1993 kam der Südfranzose in die Stadt, um an der Humboldt-Universität Rechtswissenschaften zu studieren: „Vor genau 30 Jahren zog ich vom Mittelmeer nach Oberschöneweide, auch bekannt als Schweineöde, in eine unsanierte Einzimmer-Altbauwohnung mit Ofenheizung und Toilette eine Treppe tiefer“, erinnert sich der 47-Jährige, dessen Titel Graf nur formeller Art ist. Namensträgerin sei seine Mutter Gräfin Adelmann. Doch Frauen würden im Adel herabgestuft. Als Nachkomme habe er jedoch ohnehin keinerlei Identifizierung mit einem Grafen, so der Wahlberliner. Auch Vermögen oder Ländereien habe es aus dem Stammbaum heraus nicht gegeben.
Dann kommt das Gespräch auf sein Museum und die DDR: Ob er als Franzose zu Ostdeutschland früher einen Bezug hatte?
„Gar keinen. In unserem Geschichtsunterricht war die DDR überhaupt kein Thema. Als die Mauer fiel und Reporter in den Nachrichten Menschen aus Sachsen interviewten, war ich als Kind verwundert, wie gut in der DDR Deutsch gesprochen wurde – wenngleich mit seltsamer Aussprache“, schmunzelt Adelmann.
Weniger erfreulich war für ihn die Schließung des Museums, das durch das geplatzte Aquarium „Aqua Dom“ in Mitleidenschaft gezogen worden war. Doch laut Quirin Graf Adelmann hielt sich der Schaden in Grenzen. „Das haben wir auch dem schnellen Eingreifen des Sonderkommandos der Berliner Feuerwehr zu verdanken.“ Den originalen Wohnzimmertisch aus einer Ost-Stube mit eingebautem Fernseher trug er höchstpersönlich heraus. Die Schadenshöhe sei zwar siebenstellig, doch kaum eines der mehr als 310.000 Objekte sei unwiederbringlich zerstört.
Sein DDR-Museum sei kein Ort von Ostalgie und Verklärung, betont Adelmann. Der Mauerbau 1961 und das Ministerium für Staatssicherheit (Stasi) werden in einem der meistbesuchten privaten Museen Berlins ausführlich thematisiert. Im Mittelpunkt steht allerdings der ganz normale Alltag Ost.
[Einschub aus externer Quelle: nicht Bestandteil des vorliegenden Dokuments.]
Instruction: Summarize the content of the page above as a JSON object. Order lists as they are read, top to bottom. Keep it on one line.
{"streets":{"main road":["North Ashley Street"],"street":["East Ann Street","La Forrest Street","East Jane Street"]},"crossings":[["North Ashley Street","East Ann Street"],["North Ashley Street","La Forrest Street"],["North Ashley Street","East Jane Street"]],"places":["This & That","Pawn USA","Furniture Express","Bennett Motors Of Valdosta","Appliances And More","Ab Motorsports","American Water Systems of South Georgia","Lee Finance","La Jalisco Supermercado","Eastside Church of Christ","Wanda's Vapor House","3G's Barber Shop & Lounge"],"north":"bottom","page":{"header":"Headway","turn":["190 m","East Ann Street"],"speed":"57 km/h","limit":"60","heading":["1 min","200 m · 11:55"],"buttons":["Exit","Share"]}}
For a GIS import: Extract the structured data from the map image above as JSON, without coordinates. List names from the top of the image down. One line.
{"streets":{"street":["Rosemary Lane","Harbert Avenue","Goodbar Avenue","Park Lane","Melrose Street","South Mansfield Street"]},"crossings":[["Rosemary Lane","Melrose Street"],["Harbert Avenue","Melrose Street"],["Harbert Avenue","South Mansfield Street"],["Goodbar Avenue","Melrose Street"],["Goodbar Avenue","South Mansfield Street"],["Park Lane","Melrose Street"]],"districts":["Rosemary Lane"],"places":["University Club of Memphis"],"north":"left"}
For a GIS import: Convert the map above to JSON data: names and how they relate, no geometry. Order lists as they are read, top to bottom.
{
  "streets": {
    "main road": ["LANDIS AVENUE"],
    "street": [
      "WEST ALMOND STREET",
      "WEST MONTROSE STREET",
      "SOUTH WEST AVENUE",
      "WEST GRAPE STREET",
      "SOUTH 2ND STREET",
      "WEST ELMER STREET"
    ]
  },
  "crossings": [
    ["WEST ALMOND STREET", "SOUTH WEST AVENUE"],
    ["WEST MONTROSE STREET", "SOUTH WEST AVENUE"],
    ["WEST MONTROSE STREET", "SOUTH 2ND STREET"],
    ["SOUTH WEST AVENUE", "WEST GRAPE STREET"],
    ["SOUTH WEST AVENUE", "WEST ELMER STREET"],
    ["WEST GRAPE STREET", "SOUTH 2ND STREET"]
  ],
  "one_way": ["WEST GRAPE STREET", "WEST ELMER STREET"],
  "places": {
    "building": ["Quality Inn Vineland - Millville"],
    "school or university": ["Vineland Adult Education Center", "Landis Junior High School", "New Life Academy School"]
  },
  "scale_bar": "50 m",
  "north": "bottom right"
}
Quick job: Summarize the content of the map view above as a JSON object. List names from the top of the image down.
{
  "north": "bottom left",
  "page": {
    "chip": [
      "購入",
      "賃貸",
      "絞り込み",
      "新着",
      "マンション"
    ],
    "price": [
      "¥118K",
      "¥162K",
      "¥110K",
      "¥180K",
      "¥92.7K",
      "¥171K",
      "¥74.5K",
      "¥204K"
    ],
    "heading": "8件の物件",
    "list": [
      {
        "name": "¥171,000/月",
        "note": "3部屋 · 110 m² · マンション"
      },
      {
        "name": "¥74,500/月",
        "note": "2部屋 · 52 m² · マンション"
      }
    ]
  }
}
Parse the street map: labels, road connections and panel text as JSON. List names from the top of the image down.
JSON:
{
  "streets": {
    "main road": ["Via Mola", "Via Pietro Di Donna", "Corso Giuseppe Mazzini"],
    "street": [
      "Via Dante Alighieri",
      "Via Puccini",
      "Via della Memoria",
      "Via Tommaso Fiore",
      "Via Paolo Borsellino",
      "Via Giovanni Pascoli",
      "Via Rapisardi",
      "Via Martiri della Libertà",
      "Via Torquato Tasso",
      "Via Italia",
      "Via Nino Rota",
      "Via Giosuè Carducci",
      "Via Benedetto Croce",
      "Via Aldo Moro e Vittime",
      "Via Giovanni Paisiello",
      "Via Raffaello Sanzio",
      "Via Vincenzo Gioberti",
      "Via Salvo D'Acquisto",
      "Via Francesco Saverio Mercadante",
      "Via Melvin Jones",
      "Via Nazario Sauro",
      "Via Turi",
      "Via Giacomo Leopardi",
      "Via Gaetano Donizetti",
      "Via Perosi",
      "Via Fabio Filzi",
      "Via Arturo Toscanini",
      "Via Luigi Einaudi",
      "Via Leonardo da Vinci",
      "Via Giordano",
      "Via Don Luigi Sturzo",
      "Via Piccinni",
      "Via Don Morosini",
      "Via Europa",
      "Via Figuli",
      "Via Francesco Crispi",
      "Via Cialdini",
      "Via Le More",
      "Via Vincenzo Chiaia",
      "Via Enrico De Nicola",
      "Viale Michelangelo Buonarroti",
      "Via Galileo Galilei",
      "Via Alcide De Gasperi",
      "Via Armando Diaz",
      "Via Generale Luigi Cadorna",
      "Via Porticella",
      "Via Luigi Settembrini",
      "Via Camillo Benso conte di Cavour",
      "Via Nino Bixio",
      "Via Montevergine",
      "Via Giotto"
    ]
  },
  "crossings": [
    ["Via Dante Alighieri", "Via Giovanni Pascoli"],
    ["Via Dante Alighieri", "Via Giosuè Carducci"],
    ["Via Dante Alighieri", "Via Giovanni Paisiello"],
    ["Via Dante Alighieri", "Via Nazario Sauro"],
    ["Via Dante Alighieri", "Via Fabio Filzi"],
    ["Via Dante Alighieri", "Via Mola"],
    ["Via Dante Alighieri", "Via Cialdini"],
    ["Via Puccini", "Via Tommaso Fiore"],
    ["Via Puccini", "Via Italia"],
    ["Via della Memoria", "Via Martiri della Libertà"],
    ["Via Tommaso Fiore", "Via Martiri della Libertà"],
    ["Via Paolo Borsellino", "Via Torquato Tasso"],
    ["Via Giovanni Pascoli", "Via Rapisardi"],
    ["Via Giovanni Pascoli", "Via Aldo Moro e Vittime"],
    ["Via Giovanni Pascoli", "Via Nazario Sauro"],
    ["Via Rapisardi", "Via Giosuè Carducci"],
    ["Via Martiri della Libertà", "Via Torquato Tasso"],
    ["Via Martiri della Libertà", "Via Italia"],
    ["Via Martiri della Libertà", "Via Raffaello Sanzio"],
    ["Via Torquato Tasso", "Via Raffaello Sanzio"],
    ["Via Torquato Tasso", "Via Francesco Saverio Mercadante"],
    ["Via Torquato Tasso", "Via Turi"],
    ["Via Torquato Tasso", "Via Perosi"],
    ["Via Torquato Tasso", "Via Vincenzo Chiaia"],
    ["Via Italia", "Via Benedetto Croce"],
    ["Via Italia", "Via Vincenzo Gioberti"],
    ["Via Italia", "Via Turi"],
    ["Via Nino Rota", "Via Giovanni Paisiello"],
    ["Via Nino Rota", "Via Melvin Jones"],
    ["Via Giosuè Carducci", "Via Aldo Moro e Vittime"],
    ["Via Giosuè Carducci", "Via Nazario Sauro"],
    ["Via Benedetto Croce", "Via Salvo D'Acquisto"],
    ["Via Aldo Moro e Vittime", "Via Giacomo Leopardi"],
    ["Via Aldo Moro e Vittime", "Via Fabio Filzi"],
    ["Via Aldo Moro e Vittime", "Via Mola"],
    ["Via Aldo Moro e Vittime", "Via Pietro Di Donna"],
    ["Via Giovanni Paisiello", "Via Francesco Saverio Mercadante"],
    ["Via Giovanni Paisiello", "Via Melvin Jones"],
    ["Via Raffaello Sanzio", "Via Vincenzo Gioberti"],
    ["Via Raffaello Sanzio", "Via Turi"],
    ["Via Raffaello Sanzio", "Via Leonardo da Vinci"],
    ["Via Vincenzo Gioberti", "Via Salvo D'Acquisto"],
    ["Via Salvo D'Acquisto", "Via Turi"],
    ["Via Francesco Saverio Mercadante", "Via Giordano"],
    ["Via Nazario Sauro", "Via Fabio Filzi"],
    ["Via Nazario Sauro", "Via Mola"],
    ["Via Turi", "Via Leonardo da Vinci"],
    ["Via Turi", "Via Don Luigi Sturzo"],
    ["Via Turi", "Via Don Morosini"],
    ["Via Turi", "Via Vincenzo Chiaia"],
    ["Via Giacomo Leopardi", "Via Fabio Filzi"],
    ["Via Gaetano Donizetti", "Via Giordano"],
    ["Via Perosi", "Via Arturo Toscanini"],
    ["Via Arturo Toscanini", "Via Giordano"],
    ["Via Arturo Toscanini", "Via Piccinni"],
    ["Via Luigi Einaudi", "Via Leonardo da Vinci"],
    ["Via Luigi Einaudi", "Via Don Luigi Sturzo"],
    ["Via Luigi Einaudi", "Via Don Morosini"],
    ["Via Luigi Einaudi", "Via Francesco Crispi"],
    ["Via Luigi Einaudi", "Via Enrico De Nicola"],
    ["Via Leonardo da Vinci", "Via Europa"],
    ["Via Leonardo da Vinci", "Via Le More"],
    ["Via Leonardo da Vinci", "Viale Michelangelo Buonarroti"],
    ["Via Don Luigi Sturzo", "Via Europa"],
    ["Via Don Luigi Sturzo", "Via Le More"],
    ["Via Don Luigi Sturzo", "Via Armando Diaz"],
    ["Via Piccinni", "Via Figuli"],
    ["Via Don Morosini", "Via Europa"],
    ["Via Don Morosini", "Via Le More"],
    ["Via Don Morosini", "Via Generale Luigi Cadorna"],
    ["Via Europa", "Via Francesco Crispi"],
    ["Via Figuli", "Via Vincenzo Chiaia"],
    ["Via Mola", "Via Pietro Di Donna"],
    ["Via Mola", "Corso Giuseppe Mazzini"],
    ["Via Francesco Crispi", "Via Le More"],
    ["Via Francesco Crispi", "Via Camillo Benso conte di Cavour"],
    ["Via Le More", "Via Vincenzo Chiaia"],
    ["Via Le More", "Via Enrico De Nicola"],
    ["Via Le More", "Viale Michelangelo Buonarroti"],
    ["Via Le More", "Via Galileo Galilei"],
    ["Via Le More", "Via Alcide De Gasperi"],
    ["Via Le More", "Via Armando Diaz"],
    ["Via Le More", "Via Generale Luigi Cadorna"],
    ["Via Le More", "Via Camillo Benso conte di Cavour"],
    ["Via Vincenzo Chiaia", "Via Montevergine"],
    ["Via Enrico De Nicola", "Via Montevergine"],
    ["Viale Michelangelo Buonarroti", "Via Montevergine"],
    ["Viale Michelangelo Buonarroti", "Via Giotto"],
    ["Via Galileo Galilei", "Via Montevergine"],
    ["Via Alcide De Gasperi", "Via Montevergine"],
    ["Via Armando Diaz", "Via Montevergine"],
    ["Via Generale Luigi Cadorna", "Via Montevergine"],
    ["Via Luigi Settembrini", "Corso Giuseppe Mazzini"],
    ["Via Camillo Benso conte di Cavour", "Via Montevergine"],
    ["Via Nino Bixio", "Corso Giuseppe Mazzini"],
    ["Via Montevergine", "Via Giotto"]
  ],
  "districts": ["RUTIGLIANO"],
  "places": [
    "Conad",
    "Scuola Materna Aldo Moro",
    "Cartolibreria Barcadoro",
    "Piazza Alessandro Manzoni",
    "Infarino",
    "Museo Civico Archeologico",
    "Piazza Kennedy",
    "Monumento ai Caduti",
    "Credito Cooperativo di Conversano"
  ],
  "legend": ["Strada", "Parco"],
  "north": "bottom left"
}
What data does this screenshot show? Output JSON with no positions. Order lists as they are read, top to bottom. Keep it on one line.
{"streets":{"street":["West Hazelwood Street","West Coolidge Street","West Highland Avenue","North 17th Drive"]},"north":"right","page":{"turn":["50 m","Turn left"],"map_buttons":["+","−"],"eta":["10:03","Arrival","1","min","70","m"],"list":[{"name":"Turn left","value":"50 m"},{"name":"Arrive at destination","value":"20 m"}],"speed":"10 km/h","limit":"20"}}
Und der bestand durchaus nicht nur aus Stasi und Drangsalierung. Zu den Höhepunkten der Schau zählen eine originalgetreu eingerichtete Plattenbauwohnung mit fünf Zimmern, etliche interaktive Spiele für Groß und Klein, kleine Clips, Fotos sowie eine beeindruckende Auswahl an technischen Geräten. Auf über 1.000 Quadratmetern erfahren Besucher in 45 Themenbereichen, wie es sich im Sozialismus lebte. Der Alltag in der Deutschen Demokratischen Republik wird nicht nur lebendig, sondern auch wissenschaftlich fundiert vermittelt. Einzelne Berufsgruppen werden vorgestellt, über das Jahr verteilt gibt es Sonderausstellungen.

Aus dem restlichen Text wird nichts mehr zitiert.